3 diced plum tomatoes

1 bunch of fresh basil

1/4 diced white or red onion

2 diced cloves of garlic

1 tbsp virgin olive oil

1 tbsp balsamic vinegar

1 tsp of sugar

Salt and pepper to taste


1 Baguette

1/4 cup extra virgin olive oil

1/4 cup parmesan

1/2 tbsp dried basil

1 tsp Garlic salt

Balsamic Glaze:

2/3 cup of balsamic vinegar

Chicken Breasts:

4 pounded chicken breast

2 eggs

2/3 cup panko bread crumbs

1 tbsp paprika

1 tbsp garlic powder

1/2 tbsp Italian seasoning

Salt and pepper to taste

Olive oil

1 fresh mozzarella ball


Dice tomatoes, onions, and garlic. Combine in one bowl.

Then add in the same bowl; cut basil, olive oil, balsamic vinegar, sugar, and salt & pepper. Mix and serve!

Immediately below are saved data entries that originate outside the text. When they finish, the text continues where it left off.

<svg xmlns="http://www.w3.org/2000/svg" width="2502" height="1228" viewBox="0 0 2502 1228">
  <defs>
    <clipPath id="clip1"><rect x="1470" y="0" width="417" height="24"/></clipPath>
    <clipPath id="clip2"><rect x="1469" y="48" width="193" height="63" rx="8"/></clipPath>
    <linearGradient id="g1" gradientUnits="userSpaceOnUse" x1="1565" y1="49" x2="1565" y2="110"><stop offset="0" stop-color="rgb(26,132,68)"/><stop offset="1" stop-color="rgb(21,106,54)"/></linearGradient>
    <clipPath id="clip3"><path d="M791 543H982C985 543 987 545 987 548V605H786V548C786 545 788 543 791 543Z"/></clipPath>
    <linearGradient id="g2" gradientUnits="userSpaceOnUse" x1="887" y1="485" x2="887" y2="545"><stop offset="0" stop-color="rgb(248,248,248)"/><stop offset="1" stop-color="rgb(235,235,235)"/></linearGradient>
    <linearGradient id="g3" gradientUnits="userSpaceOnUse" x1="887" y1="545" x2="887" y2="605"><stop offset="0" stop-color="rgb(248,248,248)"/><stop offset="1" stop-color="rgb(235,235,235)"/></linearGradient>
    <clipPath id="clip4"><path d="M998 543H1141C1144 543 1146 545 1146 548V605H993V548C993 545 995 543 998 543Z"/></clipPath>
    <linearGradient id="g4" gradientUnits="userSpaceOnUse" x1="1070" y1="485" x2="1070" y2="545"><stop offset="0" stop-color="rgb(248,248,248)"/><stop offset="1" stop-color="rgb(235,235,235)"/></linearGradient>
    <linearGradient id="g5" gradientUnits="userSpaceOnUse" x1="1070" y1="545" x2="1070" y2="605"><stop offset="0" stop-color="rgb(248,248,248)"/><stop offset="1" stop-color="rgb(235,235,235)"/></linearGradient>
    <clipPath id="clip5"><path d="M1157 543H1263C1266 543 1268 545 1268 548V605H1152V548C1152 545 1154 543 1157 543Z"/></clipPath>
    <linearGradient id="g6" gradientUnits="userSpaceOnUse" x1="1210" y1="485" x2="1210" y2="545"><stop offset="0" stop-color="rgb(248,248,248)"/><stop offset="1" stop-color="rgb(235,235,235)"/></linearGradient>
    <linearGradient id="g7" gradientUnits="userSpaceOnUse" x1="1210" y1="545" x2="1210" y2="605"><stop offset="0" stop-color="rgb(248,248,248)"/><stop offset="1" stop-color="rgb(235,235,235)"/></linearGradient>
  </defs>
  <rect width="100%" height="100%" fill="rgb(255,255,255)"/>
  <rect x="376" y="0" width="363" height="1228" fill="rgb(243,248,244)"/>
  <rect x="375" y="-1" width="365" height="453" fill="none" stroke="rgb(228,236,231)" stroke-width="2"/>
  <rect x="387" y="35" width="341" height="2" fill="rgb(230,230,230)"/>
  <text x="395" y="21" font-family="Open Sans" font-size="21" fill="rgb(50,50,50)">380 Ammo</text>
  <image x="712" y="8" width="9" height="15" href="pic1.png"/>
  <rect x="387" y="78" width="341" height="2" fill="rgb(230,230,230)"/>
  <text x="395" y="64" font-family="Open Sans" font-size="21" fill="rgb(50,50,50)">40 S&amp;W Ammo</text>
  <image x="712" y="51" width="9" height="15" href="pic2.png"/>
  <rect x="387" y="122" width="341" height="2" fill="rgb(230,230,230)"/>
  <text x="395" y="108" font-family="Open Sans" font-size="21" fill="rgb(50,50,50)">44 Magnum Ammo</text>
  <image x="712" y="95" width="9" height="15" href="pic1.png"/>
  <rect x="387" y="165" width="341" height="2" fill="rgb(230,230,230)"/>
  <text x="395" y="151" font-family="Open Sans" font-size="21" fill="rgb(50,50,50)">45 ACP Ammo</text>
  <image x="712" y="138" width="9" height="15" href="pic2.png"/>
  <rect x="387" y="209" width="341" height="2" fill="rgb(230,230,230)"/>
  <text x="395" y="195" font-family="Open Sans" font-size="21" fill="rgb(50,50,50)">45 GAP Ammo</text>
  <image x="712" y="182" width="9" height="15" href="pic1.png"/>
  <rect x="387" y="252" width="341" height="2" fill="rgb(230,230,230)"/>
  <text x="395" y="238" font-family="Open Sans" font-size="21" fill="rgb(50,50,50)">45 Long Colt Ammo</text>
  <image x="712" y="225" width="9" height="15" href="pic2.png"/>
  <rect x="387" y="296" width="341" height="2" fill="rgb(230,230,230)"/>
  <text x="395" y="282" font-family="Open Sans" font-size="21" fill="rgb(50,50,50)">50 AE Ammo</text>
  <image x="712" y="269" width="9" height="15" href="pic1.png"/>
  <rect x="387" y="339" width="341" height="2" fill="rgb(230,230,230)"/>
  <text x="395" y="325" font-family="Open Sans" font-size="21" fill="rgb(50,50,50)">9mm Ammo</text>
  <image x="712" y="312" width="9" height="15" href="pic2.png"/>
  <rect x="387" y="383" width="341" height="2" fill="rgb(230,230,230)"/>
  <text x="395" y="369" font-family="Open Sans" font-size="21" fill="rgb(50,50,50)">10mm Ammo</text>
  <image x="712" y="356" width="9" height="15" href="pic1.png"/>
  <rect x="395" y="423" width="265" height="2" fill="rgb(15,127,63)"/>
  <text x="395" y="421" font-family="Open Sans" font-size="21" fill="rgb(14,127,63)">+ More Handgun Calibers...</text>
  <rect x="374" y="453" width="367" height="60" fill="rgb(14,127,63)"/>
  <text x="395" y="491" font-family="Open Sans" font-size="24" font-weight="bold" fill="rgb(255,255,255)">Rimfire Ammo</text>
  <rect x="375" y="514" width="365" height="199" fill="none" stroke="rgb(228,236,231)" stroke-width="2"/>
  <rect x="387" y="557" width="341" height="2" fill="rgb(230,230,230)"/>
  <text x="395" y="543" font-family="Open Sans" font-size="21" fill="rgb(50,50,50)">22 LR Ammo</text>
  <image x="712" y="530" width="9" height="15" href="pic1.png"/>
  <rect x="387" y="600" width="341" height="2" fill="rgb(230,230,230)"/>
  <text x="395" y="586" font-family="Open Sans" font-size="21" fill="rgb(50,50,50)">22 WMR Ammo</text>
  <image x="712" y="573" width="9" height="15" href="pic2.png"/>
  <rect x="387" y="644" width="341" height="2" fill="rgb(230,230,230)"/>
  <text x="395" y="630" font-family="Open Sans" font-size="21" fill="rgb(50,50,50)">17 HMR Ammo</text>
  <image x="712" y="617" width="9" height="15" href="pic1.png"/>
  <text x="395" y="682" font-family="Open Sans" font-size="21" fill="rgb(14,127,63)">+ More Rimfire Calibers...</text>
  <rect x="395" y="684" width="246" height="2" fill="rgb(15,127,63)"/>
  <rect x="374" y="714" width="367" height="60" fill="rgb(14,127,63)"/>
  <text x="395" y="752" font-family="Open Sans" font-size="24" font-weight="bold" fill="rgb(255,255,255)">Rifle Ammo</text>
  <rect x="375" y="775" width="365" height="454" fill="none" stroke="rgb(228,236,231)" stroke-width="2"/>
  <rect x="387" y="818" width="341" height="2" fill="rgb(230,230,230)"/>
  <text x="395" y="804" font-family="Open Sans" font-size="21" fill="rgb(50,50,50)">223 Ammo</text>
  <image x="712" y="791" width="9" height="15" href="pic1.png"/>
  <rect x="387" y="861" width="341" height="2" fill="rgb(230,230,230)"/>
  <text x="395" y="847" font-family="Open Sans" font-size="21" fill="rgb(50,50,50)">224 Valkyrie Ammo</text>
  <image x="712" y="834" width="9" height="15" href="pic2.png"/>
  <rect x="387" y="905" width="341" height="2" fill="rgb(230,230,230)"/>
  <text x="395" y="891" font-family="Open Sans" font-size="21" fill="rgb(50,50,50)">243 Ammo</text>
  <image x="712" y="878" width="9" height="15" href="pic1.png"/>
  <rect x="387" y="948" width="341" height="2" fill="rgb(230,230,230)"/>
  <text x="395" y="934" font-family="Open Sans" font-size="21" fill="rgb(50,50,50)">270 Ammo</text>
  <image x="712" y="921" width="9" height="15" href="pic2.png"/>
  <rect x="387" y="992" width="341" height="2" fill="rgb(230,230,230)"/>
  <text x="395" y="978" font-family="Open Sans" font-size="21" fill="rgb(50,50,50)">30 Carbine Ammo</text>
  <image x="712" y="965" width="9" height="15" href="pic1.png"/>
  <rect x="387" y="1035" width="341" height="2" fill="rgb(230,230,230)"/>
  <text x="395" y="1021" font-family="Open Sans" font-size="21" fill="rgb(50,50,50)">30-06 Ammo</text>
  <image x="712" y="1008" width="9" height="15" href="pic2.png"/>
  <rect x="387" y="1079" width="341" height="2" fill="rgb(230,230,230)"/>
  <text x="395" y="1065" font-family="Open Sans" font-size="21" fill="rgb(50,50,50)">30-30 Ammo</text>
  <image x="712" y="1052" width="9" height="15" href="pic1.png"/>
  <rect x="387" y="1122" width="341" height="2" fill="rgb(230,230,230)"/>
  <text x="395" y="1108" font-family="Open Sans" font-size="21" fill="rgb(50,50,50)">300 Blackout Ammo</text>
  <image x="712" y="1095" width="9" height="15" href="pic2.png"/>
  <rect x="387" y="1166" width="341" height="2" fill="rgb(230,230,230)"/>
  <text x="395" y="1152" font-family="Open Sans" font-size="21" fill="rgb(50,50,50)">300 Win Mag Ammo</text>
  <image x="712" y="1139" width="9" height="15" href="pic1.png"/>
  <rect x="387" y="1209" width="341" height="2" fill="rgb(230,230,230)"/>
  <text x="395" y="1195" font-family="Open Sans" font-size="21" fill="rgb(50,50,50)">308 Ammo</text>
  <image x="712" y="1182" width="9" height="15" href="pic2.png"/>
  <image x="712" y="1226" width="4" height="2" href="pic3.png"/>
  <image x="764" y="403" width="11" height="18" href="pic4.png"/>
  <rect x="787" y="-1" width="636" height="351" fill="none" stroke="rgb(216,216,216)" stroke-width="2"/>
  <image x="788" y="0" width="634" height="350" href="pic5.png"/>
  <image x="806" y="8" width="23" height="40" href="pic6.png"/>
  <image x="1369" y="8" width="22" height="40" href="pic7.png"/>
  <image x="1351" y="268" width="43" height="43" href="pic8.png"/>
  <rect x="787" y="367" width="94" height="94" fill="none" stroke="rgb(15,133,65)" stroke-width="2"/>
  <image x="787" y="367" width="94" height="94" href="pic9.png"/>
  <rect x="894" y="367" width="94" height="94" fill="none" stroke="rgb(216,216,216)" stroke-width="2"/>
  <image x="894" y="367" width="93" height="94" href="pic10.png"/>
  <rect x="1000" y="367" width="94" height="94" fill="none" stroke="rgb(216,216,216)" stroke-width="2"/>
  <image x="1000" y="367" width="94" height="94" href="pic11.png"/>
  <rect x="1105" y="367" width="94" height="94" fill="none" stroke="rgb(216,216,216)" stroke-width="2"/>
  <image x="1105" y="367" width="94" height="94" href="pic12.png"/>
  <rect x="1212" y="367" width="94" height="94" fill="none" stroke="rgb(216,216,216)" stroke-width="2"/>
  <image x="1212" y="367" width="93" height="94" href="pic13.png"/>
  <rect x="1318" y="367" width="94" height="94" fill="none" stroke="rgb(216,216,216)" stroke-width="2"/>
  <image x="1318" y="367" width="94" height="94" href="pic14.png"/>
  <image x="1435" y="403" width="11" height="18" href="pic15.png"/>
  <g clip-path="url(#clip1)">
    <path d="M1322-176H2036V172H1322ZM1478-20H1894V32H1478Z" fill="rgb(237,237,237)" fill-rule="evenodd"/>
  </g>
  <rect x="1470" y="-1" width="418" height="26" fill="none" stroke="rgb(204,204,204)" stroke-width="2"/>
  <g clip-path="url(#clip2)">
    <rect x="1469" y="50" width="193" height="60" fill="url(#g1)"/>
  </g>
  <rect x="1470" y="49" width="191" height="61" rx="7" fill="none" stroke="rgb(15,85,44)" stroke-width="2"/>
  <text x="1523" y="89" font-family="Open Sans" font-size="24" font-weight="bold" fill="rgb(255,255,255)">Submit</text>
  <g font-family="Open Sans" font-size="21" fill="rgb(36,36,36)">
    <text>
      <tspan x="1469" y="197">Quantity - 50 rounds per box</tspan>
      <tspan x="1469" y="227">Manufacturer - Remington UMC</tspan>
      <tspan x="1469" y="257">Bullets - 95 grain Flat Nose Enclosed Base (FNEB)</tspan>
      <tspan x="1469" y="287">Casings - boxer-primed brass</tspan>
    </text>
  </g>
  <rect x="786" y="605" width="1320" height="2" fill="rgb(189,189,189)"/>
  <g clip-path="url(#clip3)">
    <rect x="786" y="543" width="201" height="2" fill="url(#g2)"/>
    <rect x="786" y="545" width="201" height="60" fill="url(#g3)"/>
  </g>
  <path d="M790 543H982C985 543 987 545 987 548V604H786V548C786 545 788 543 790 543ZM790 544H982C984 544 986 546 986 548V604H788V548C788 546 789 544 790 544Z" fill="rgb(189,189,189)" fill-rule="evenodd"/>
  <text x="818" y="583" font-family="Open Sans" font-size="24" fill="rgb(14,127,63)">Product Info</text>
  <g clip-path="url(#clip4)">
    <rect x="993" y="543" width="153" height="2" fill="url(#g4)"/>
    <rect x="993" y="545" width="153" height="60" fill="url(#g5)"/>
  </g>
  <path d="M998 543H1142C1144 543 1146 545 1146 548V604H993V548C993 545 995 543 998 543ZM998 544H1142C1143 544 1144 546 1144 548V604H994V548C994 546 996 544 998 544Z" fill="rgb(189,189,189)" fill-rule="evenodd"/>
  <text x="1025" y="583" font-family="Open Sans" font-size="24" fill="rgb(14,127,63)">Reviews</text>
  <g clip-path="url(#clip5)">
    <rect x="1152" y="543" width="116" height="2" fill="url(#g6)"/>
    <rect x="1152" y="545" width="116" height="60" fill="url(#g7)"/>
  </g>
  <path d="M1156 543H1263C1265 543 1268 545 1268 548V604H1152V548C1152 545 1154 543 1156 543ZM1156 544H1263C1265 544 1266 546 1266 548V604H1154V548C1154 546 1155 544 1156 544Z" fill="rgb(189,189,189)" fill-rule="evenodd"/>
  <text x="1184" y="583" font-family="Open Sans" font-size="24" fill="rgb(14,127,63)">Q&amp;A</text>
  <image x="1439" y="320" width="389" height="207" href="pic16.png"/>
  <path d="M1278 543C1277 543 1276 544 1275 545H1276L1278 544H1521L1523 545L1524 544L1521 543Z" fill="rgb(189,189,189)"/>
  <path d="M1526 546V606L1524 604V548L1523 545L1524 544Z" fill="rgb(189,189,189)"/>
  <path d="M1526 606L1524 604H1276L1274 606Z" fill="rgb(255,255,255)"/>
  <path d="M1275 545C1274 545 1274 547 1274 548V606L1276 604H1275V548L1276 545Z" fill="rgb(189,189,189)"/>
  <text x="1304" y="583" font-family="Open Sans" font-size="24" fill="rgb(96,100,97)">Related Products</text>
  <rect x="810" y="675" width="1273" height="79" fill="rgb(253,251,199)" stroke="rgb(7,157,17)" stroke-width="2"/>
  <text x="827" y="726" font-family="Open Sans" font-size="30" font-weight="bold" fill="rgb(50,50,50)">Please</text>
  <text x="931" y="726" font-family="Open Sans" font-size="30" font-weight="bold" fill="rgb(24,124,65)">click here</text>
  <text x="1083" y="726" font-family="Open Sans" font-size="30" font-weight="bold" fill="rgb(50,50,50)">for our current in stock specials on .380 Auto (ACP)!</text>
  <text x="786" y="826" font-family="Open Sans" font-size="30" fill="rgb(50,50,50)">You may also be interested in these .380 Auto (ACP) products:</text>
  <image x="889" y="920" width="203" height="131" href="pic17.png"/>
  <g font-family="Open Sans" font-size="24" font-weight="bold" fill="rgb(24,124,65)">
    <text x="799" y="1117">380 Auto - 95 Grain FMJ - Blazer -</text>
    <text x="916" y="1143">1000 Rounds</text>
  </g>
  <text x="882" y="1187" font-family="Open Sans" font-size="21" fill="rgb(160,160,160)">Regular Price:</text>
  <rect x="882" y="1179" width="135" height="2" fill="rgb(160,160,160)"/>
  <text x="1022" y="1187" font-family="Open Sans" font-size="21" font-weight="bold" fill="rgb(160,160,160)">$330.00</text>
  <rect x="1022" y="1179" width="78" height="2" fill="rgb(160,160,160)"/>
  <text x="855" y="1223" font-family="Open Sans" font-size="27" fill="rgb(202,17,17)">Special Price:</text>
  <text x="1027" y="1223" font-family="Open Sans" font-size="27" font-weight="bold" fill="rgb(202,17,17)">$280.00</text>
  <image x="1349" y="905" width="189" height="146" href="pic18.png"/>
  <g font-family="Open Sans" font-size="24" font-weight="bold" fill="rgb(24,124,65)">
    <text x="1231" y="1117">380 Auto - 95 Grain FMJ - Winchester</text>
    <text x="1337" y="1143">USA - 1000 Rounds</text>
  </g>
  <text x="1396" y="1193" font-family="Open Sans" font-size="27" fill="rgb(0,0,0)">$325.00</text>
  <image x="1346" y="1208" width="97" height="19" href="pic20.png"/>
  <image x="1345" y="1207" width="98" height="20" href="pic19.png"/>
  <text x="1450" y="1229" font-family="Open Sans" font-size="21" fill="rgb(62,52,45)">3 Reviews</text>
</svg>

Turn oven on to 275 degree Fahrenheit. Cut baguette in 1/2 inch slices. On a baking pan layout cut baguette and drizzle olive oil. Next sprinkle parmesan, oregano, and garlic salt. Then bake in increments of 3 minutes, careful because they do cook quick! Then plate and top with bruschetta and a drizzle of balsamic glaze!

Balsamic Glaze:

In a cooking pan on a medium heat, add balsamic vinegar and sugar. Stir occasionally until you reach the consistency you desire! I normally cook mine for about 30-45 minutes and heads up- it will make your house smell like vinegar!


Turn on oven to 375 degrees Fahrenheit. Pound 4 chicken breasts. Next layout a breading station which includes a flat bowl of eggs stirred, a flat bowl of panko breading mixed with garlic powder, paprika, Italian seasoning, salt & pepper. After preparing your station start by dipping your chicken breast in the egg and then into the bread crumbs (make sure both sides are fully covered). Once all chicken breasts have been through this process, grab a frying pan and turn on medium/high heat. Into that pan, add a layer of olive oil to cover the pans surface. Check to make sure the oil is to frying temperature by dropping a small bit of water into the pan, if the oil quickly reacts, it is ready to start frying. Next add the bread chicken into the pan cook on each side until golden brown (about 4-6 minutes) and then flip. Once both sides are nice and crispy, put the chicken onto a baking dish, top with sliced fresh mozzarella. Bake for 10 minutes and then broil on high for 3-5 minutes to get a nice color on the fresh mozzarella (can brown quickly, keep a close eye). Check the temp of the check to ensure it has reached 165 degrees Fahrenheit and then top with fresh bruschetta and drizzle on balsamic glaze. Serve with a butter & herb linguine or creamy gnocchi and broccoli for a full meal!